Music Download Trial Starts in Minn.
Tuesday, October 2, 2007; 3:54 PM
DULUTH, Minn. -- The nation's largest record companies took their fight against illegal downloads to court for the first time Tuesday, targeting a Minnesota woman they say improperly shared nearly 2,000 songs online.
Jennifer Pariser, head of litigation and antipiracy at Sony BMG, portrayed the federal copyright trial as a fight for survival.
"It is imperative for Sony BMG to combat this problem," Pariser, lead attorney for a coalition of music companies, said in her opening statement in the civil trial. "If we don't, we have no business anymore."
Jammie Thomas, a 30-year-old mother of two from Brainerd, Minn., told reporters outside the courtroom that she was "innocent."
Thomas said that instead of paying a settlement to the record companies she had spent the same amount on her attorney's retainer.
"I refuse to be bullied," she said.
The trial was expected to last just a few days.
Record companies including Capitol Records Inc. and Warner Bros. Records Inc. as well as Sony BMG, accuse Thomas of making 1,702 songs available on her Kazaa file-sharing account in 2005 without permission. In court, they will try to prove Thomas shared 25 specific songs in violation of copyrights the companies hold.
Thomas's computer hard drive will be a key to the case. She says she replaced it after she had some computer problems in 2005. The record companies say she was trying to cover her tracks after they sent her messages saying she was illegally distributing their files.
Thomas, who works for the Department of Natural Resources of the Mille Lacs Band of Ojibwe, is at risk for a judgment of more than $1.2 million. The recording association is seeking damages set under federal law, of $750 to $30,000 for each copyright violation.

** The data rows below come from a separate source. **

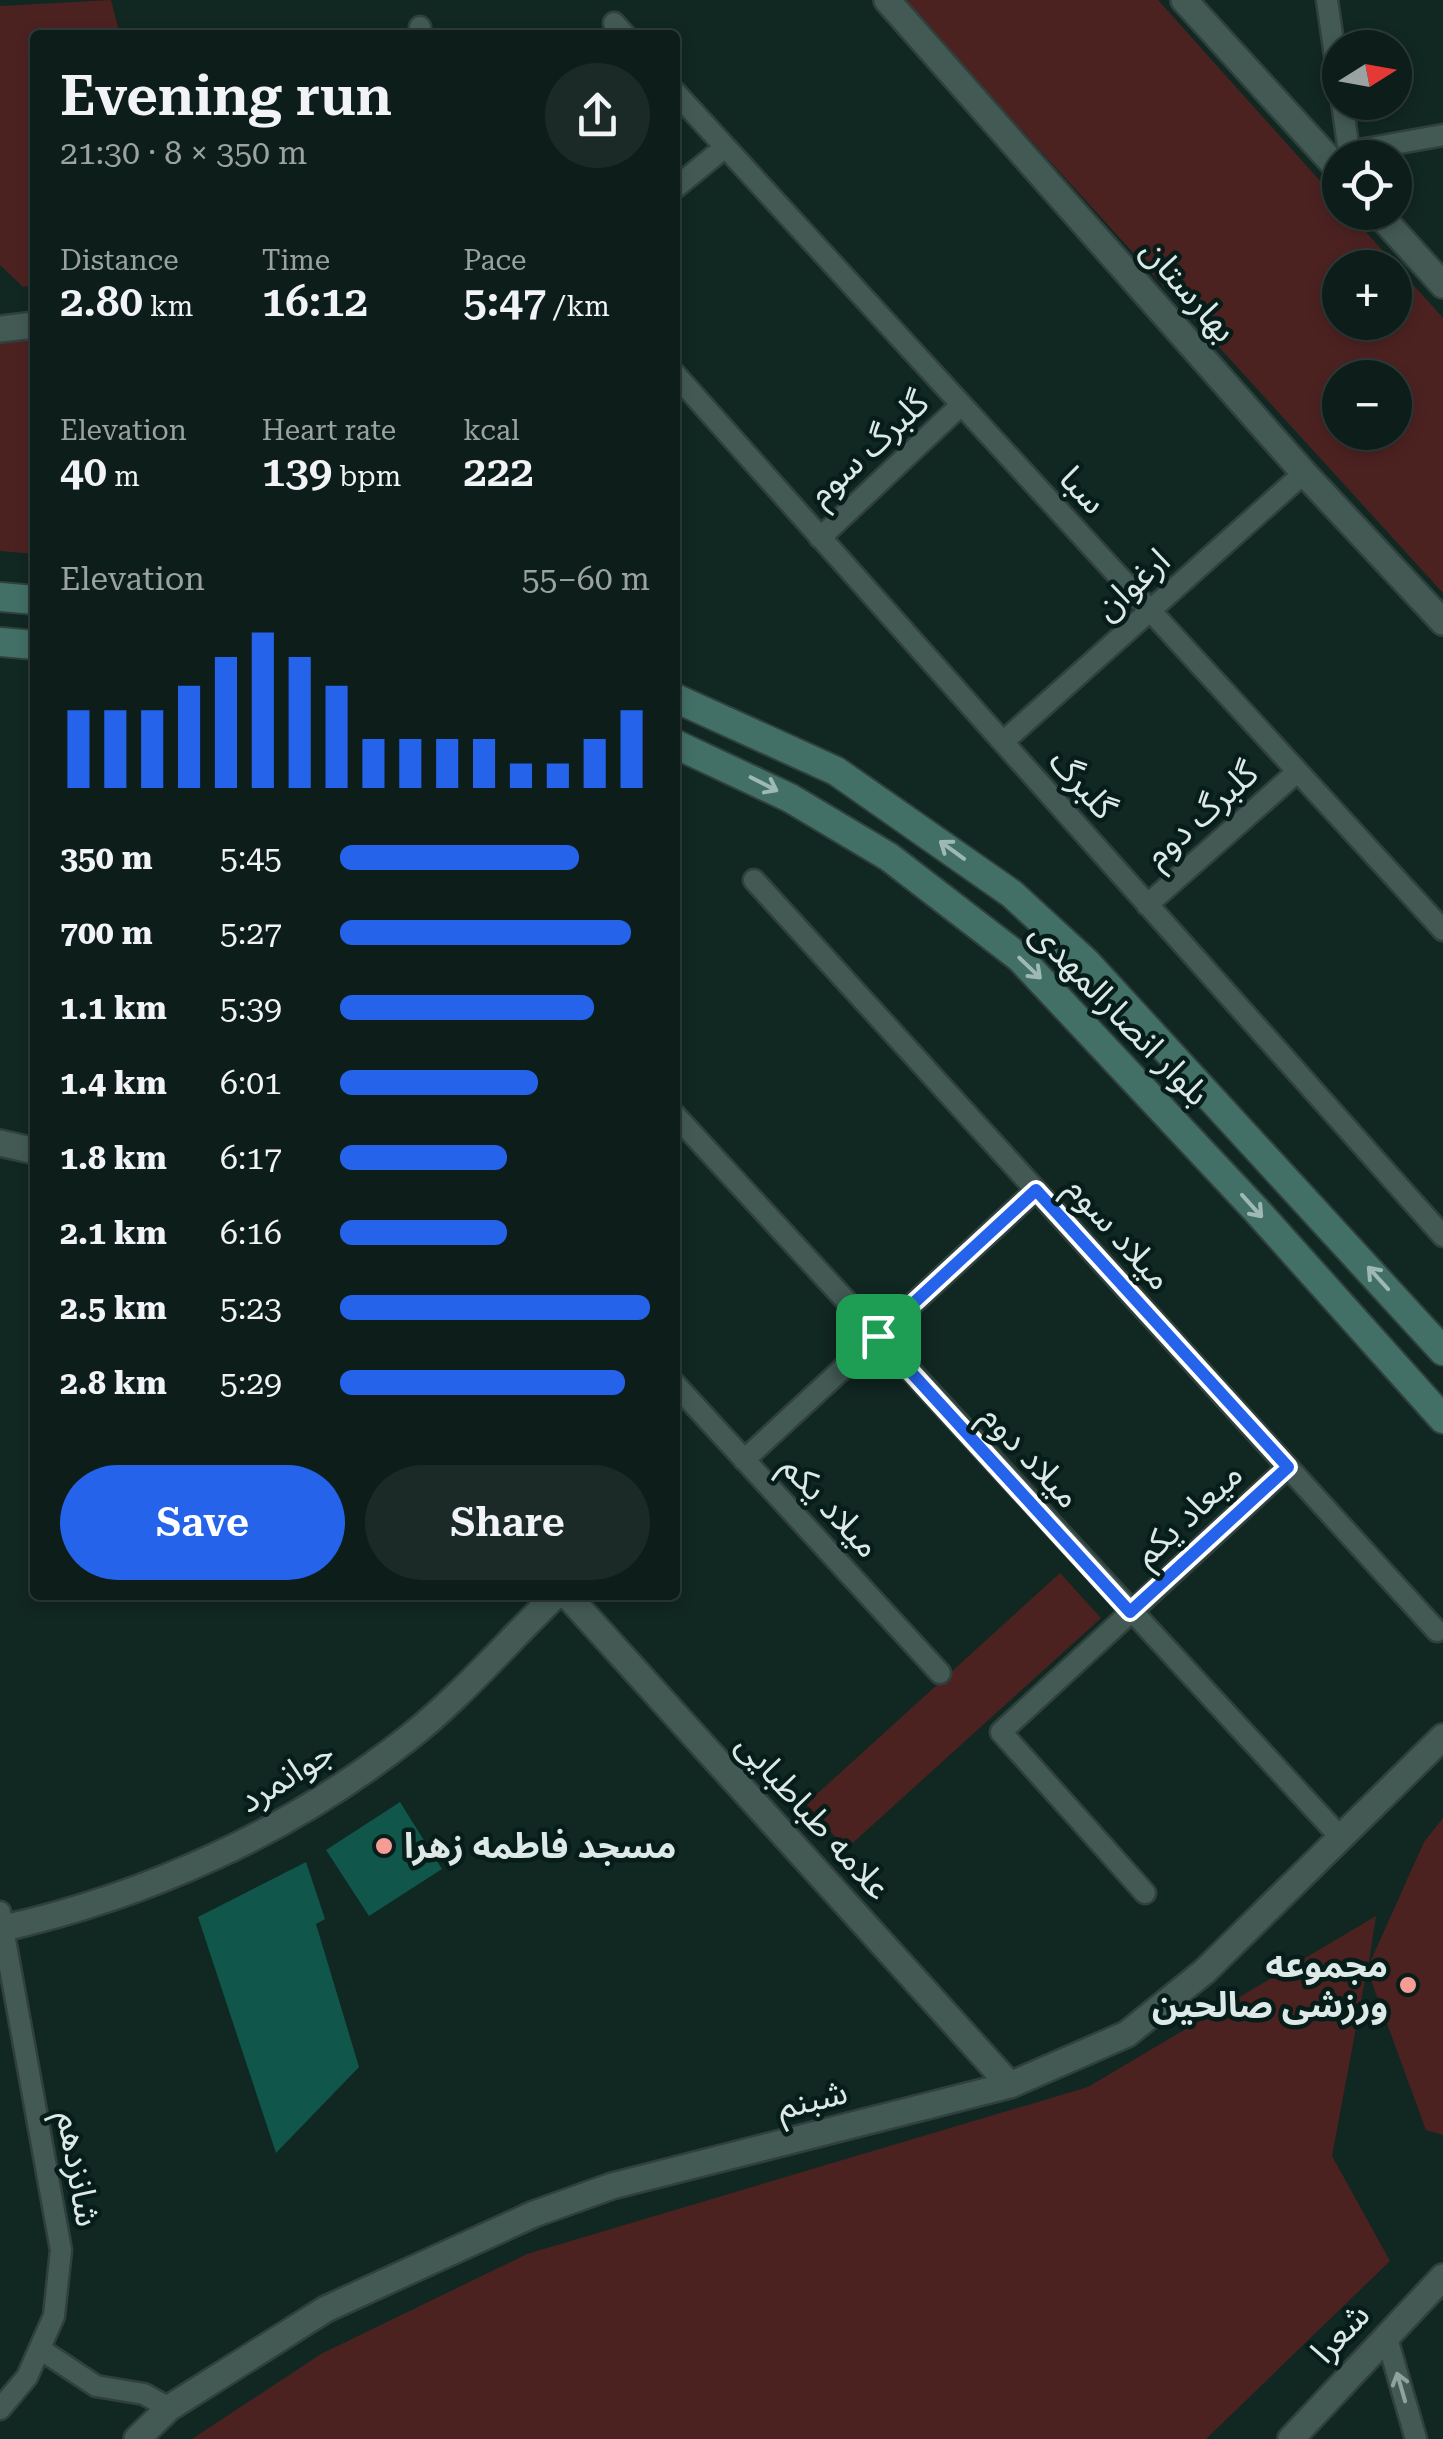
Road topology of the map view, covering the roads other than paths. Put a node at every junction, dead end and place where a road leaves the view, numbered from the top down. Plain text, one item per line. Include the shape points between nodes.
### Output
1 (886, 0) edge
2 (1184, 0) edge
3 (1326, 0) edge
4 (1331, 30) edge
5 (680, 98) edge
6 (1443, 135) edge
7 (1323, 140) edge
8 (1412, 144) edge
9 (724, 148) junction
10 (680, 184) edge
11 (1394, 230) edge
12 (1443, 284) edge
13 (30, 325) edge
14 (2, 327) edge
15 (680, 380) edge
16 (961, 405) junction
17 (1304, 473) junction
18 (820, 538) junction
19 (0, 597) edge
20 (30, 600) edge
21 (1150, 611) junction
22 (1443, 622) edge
23 (0, 642) edge
24 (30, 645) edge
25 (680, 700) edge
26 (1002, 742) junction
27 (680, 746) edge
28 (1297, 772) junction
29 (754, 880) dead end
30 (1148, 905) junction
31 (1443, 930) edge
32 (680, 1119) edge
33 (0, 1144) edge
34 (30, 1150) edge
35 (1036, 1190) junction
36 (1443, 1236) edge
37 (878, 1336) junction
38 (1443, 1350) edge
39 (680, 1390) edge
40 (1443, 1420) edge
41 (744, 1460) junction
42 (1288, 1467) junction
43 (551, 1600) edge
44 (572, 1600) edge
45 (1130, 1612) junction
46 (1437, 1630) dead end
47 (940, 1673) dead end
48 (1443, 1737) edge
49 (1342, 1839) junction
50 (1145, 1893) dead end
51 (1, 1923) edge
52 (1010, 2085) junction
53 (1443, 2278) edge
54 (1386, 2335) junction
55 (40, 2349) junction
56 (170, 2408) junction
57 (0, 2409) edge
58 (136, 2439) edge
59 (1291, 2439) edge
60 (1416, 2439) edge

1 - 17 street, بهارستان
2 - 7 street
3 - 4 street
5 - 9 street, سبا
6 - 8 street
9 - 10 street
9 - 16 street, سبا
11 - 12 street
13 - 14 street
15 - 18 street, گلبرگ
16 - 18 street, گلبرگ سوم
16 - 21 street, سبا
17 - 21 street, ارغوان
17 - 22 street, بهارستان
18 - 26 street, گلبرگ
19 - 20 main road
21 - 26 street, ارغوان
21 - 28 street, سبا
23 - 24 main road
38 -> 25 main road, بلوار انصارالمهدی via 1099,975 1012,894 836,771
26 - 30 street, گلبرگ
27 -> 40 main road, بلوار انصارالمهدی via 790,798 889,856 1020,958
28 - 30 street, گلبرگ دوم
28 - 31 street, سبا
29 - 35 street, میلاد سوم
30 - 36 street, گلبرگ
32 - 37 street, میلاد دوم
33 - 34 street
35 - 37 street
35 - 42 street, میلاد سوم
37 - 41 street
37 - 45 street, میلاد دوم
39 - 41 street, میلاد یکم
41 - 47 street, میلاد یکم
42 - 45 street, میعاد یکم
42 - 46 street, میلاد سوم
43 - 51 street, جوانمرد via 410,1737 335,1790 246,1842 138,1889
44 - 52 street, علامه طباطبایی
45 - 49 street, میلاد دوم
45 - 50 street, میعاد یکم via 1001,1732
48 - 49 street, شبنم
49 - 52 street, شبنم via 1205,1971 1127,2034
51 - 55 street, شانزدهم via 61,2250 54,2316
52 - 56 street, شبنم via 612,2186 534,2214 326,2309
53 - 54 street, شعرا
54 - 59 street, شعرا
60 -> 54 street
55 - 56 street via 96,2386 144,2394
55 - 57 street, شانزدهم via 28,2377
56 - 58 street, شبنم

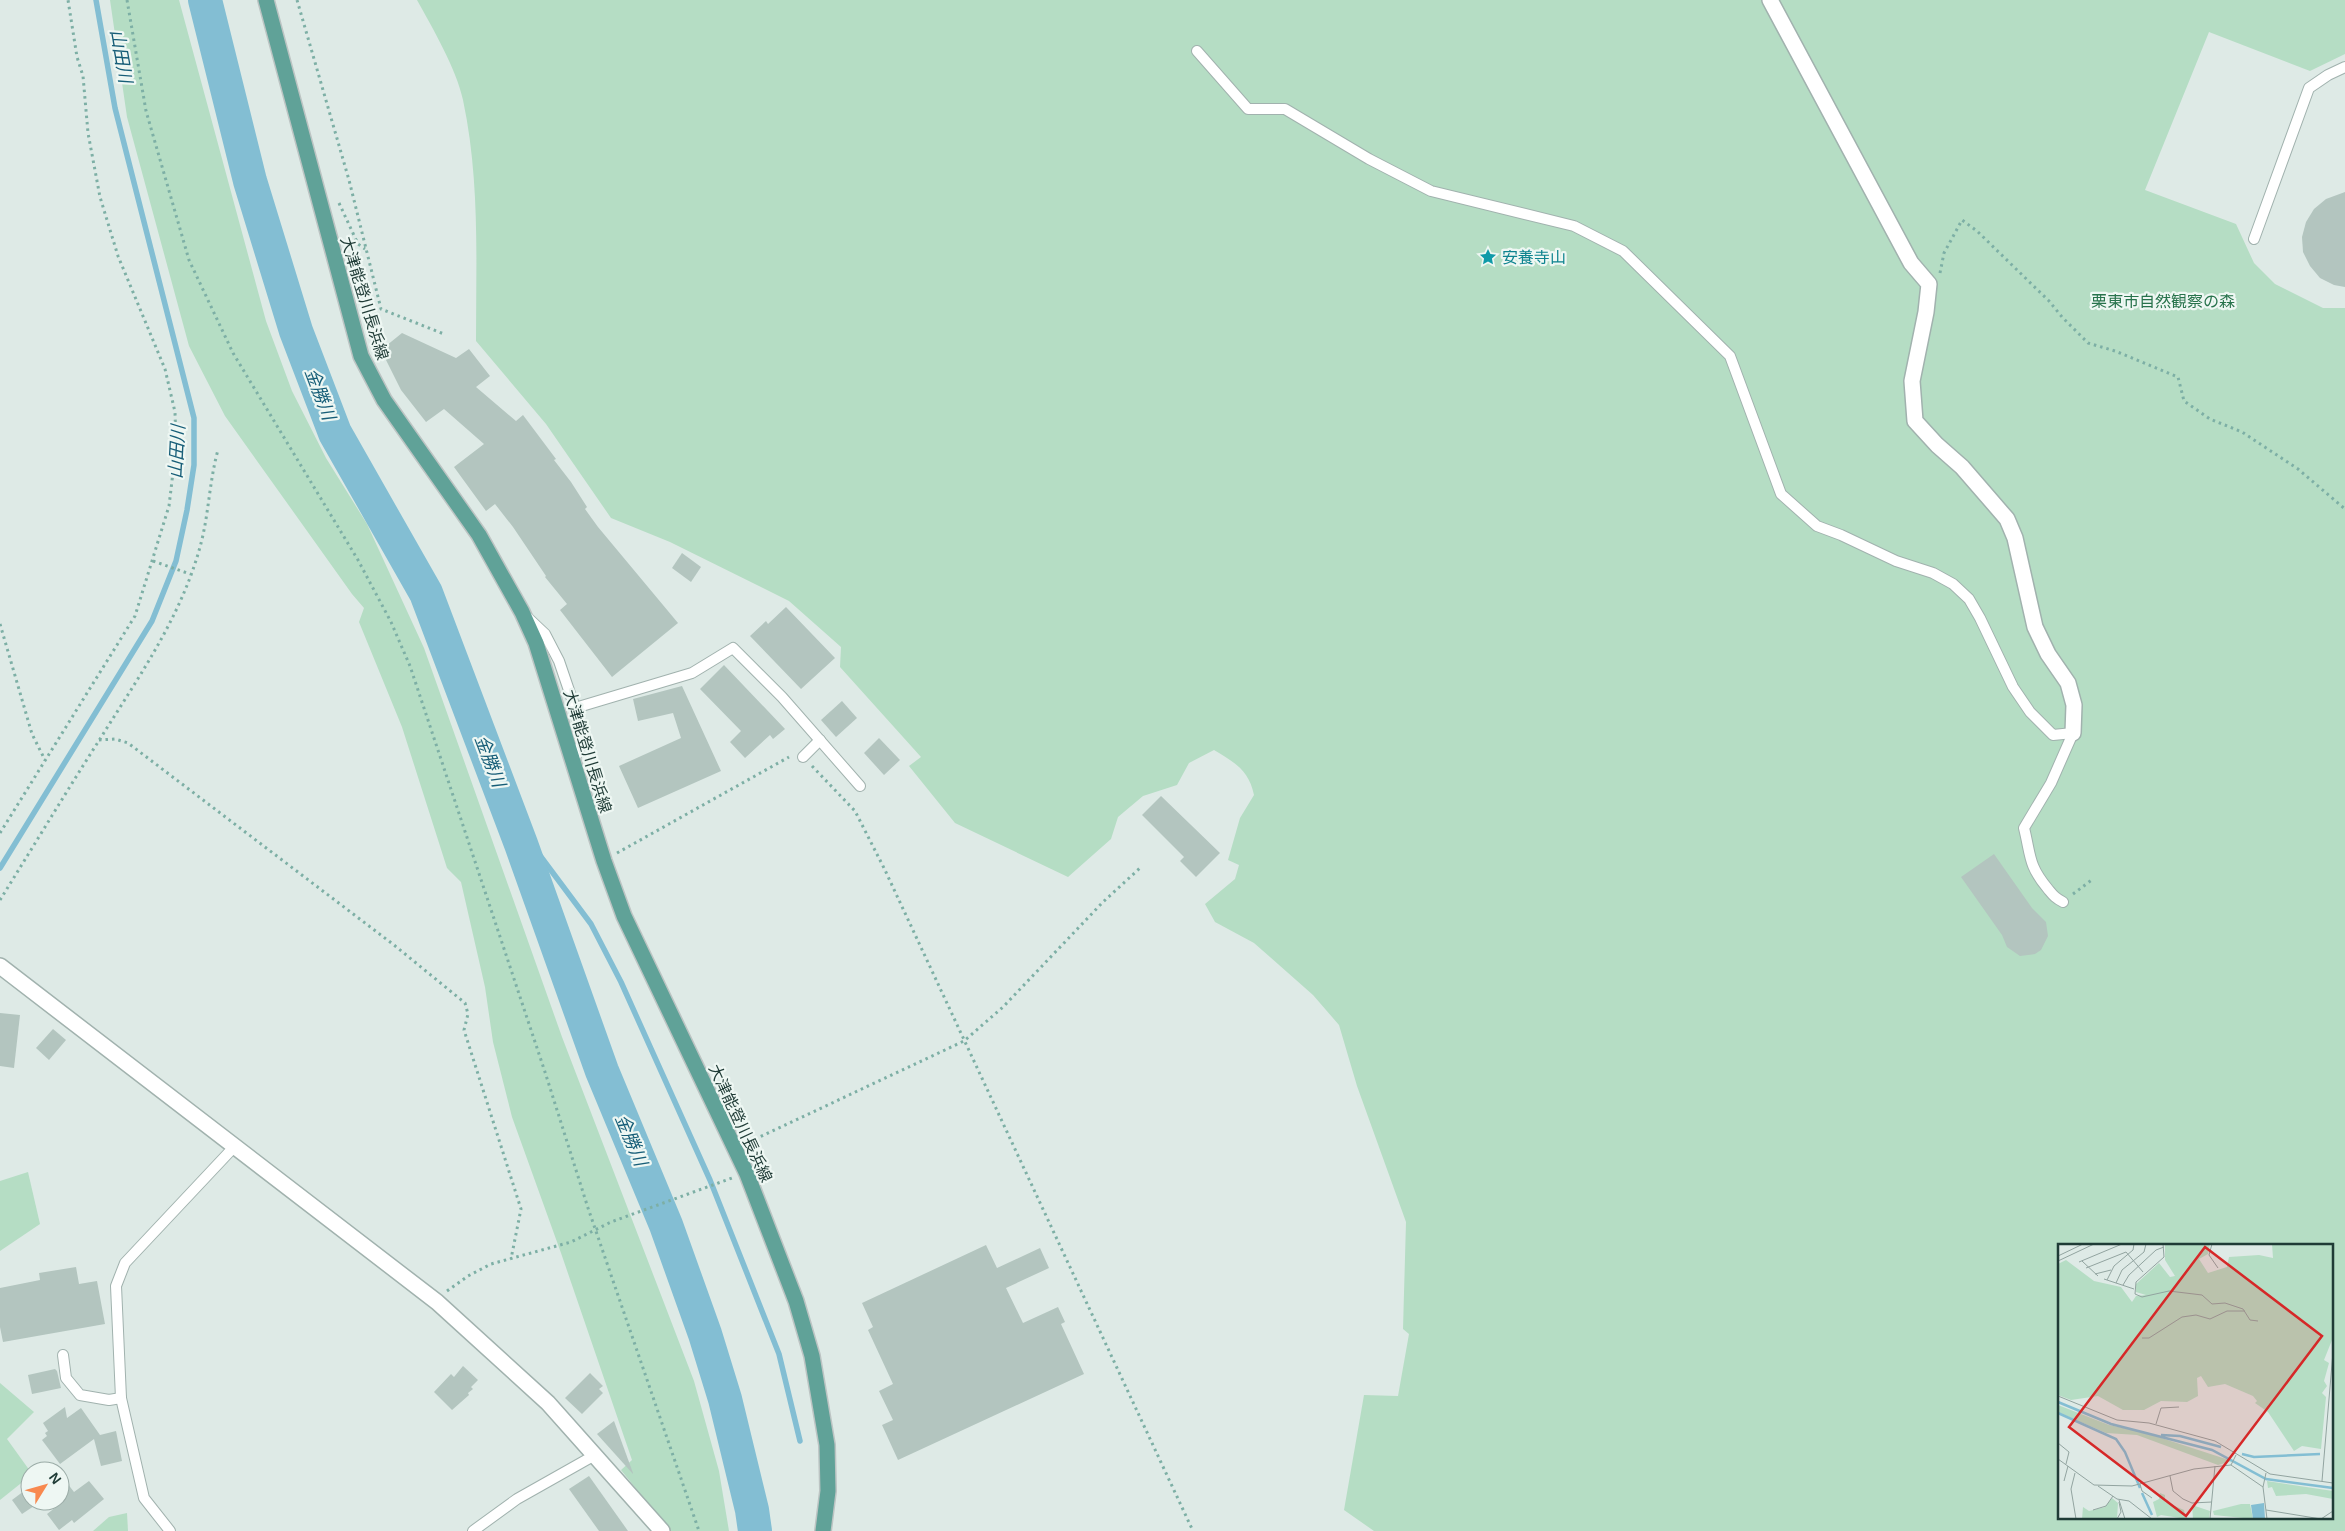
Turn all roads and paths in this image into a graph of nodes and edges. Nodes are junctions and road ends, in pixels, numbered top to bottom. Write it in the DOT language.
graph roads {
  1 [pos="68,0"];
  2 [pos="127,0"];
  3 [pos="266,0"];
  4 [pos="298,0"];
  5 [pos="1770,0"];
  6 [pos="1197,51"];
  7 [pos="2345,67"];
  8 [pos="319,201"];
  9 [pos="2254,240"];
  10 [pos="366,249"];
  11 [pos="1929,284"];
  12 [pos="444,334"];
  13 [pos="218,450"];
  14 [pos="2345,509"];
  15 [pos="153,561"];
  16 [pos="188,573"];
  17 [pos="522,612"];
  18 [pos="0,624"];
  19 [pos="575,708"];
  20 [pos="2073,733"];
  21 [pos="99,740"];
  22 [pos="820,740"];
  23 [pos="803,757"];
  24 [pos="45,761"];
  25 [pos="573,762"];
  26 [pos="860,786"];
  27 [pos="0,833"];
  28 [pos="604,861"];
  29 [pos="1140,868"];
  30 [pos="2093,879"];
  31 [pos="0,900"];
  32 [pos="2063,902"];
  33 [pos="0,966"];
  34 [pos="964,1042"];
  35 [pos="234,1147"];
  36 [pos="736,1149"];
  37 [pos="732,1178"];
  38 [pos="595,1229"];
  39 [pos="511,1259"];
  40 [pos="434,1300"];
  41 [pos="63,1354"];
  42 [pos="122,1398"];
  43 [pos="595,1454"];
  44 [pos="170,1531"];
  45 [pos="473,1531"];
  46 [pos="662,1531"];
  47 [pos="699,1531"];
  48 [pos="823,1531"];
  49 [pos="1193,1531"];
  1 -- 15 [label="path"];
  2 -- 38 [label="path"];
  3 -- 8 [label="main road, 大津能登川長浜線"];
  4 -- 10 [label="path"];
  5 -- 11 [label="street"];
  6 -- 20 [label="lane"];
  7 -- 9 [label="lane"];
  8 -- 10 [label="path"];
  8 -- 17 [label="main road, 大津能登川長浜線"];
  10 -- 12 [label="path"];
  11 -- 14 [label="path"];
  11 -- 20 [label="street"];
  13 -- 16 [label="path"];
  15 -- 16 [label="path"];
  15 -- 24 [label="path"];
  16 -- 21 [label="path"];
  17 -- 19 [label="lane"];
  17 -- 25 [label="main road, 大津能登川長浜線"];
  18 -- 24 [label="path"];
  19 -- 22 [label="lane"];
  19 -- 25 [label="lane"];
  20 -- 32 [label="lane"];
  21 -- 31 [label="path"];
  21 -- 39 [label="path"];
  22 -- 23 [label="lane"];
  22 -- 26 [label="lane"];
  23 -- 28 [label="path"];
  23 -- 34 [label="path"];
  24 -- 27 [label="path"];
  25 -- 28 [label="main road, 大津能登川長浜線"];
  28 -- 36 [label="main road, 大津能登川長浜線"];
  29 -- 34 [label="path"];
  30 -- 32 [label="path"];
  33 -- 35 [label="street"];
  34 -- 36 [label="path"];
  34 -- 49 [label="path"];
  35 -- 40 [label="street"];
  35 -- 42 [label="lane"];
  36 -- 48 [label="main road, 大津能登川長浜線"];
  37 -- 38 [label="path"];
  38 -- 39 [label="path"];
  38 -- 47 [label="path"];
  39 -- 40 [label="path"];
  40 -- 43 [label="street"];
  41 -- 42 [label="lane"];
  42 -- 44 [label="lane"];
  43 -- 45 [label="lane"];
  43 -- 46 [label="street"];
}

A recording industry group says record companies have brought more than 26,000 actions against people for downloads that violated copyrights, with most of the defendants settling by paying a few thousand dollars.
The record companies claim that on Feb. 21, 2005, online investigators at SafeNet Inc., found 1,702 files shared under what they said was a Kazaa account being used by Thomas. The songs included Swedish death metal band Opeth, German industrial group VNV Nation and American rock band Chevelle.